━━━━━ DATA FOR THE TASK

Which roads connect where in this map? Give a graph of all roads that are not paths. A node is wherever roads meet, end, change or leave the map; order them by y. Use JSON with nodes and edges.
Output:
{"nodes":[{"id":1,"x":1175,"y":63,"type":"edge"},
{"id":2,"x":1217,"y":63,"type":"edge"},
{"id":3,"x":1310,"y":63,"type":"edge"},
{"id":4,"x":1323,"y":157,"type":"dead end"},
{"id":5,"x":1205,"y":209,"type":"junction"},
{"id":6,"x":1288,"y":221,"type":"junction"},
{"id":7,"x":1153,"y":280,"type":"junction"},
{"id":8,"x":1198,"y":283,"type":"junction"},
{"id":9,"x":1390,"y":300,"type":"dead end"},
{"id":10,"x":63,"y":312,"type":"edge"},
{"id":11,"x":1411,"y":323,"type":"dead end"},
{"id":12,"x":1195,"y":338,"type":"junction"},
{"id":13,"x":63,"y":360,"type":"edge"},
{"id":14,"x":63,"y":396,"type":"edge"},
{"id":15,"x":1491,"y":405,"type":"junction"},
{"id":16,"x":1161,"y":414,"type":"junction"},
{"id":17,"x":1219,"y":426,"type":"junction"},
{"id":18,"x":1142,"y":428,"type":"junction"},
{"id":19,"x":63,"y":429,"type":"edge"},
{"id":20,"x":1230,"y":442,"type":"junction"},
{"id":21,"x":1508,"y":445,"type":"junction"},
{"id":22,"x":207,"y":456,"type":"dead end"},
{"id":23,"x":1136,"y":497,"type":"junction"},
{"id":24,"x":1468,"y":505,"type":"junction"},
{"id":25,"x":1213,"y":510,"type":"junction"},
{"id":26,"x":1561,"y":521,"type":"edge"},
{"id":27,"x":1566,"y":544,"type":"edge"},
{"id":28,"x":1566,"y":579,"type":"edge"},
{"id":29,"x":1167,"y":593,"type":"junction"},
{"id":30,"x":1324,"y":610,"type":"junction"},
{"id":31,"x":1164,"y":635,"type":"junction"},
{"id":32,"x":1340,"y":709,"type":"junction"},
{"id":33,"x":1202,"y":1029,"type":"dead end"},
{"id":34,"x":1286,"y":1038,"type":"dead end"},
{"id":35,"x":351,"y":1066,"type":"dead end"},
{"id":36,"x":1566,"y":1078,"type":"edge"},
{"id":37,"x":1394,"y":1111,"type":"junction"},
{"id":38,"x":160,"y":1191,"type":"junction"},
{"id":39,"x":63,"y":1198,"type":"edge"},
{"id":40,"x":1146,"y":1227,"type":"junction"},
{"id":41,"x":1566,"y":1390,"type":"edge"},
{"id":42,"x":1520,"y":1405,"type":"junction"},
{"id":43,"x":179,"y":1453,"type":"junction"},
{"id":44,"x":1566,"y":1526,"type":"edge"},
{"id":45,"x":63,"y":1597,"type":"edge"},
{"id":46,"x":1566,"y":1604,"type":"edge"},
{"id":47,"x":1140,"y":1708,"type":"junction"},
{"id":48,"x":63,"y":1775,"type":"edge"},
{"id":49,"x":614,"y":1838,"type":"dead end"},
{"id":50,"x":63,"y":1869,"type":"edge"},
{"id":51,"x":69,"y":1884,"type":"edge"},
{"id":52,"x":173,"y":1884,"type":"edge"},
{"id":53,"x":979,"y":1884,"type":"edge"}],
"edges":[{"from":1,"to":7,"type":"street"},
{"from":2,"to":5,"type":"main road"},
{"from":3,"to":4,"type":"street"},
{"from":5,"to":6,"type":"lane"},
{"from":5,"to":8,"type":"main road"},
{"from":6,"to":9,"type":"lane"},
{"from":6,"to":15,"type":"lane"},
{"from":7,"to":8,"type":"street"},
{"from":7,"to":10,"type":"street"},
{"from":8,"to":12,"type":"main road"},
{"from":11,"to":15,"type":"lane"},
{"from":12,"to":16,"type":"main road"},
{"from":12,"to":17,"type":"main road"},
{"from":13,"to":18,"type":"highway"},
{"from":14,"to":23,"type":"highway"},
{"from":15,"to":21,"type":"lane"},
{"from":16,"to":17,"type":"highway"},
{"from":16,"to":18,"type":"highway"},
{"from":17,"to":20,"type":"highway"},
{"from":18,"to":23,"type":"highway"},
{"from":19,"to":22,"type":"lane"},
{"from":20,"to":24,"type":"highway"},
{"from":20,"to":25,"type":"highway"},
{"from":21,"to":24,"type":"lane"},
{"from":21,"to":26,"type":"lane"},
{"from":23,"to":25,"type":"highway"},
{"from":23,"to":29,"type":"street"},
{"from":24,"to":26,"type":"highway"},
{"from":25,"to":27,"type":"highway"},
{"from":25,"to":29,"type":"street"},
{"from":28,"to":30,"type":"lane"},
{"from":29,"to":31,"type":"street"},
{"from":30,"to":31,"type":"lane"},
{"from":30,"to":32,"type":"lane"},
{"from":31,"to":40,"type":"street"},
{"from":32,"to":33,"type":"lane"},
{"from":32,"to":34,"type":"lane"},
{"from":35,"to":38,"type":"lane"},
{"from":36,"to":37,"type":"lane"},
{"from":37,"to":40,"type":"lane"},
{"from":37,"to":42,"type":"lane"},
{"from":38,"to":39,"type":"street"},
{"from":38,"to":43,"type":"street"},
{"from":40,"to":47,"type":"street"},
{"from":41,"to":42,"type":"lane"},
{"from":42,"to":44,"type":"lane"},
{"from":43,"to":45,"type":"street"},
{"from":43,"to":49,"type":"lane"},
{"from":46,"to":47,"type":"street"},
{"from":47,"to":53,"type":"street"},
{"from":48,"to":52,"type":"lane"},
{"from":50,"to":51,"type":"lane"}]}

━━━━━━━━━━

Find the lines that mention "main" in the entries and show them.

{"from":2,"to":5,"type":"main road"},
{"from":5,"to":8,"type":"main road"},
{"from":8,"to":12,"type":"main road"},
{"from":12,"to":16,"type":"main road"},
{"from":12,"to":17,"type":"main road"},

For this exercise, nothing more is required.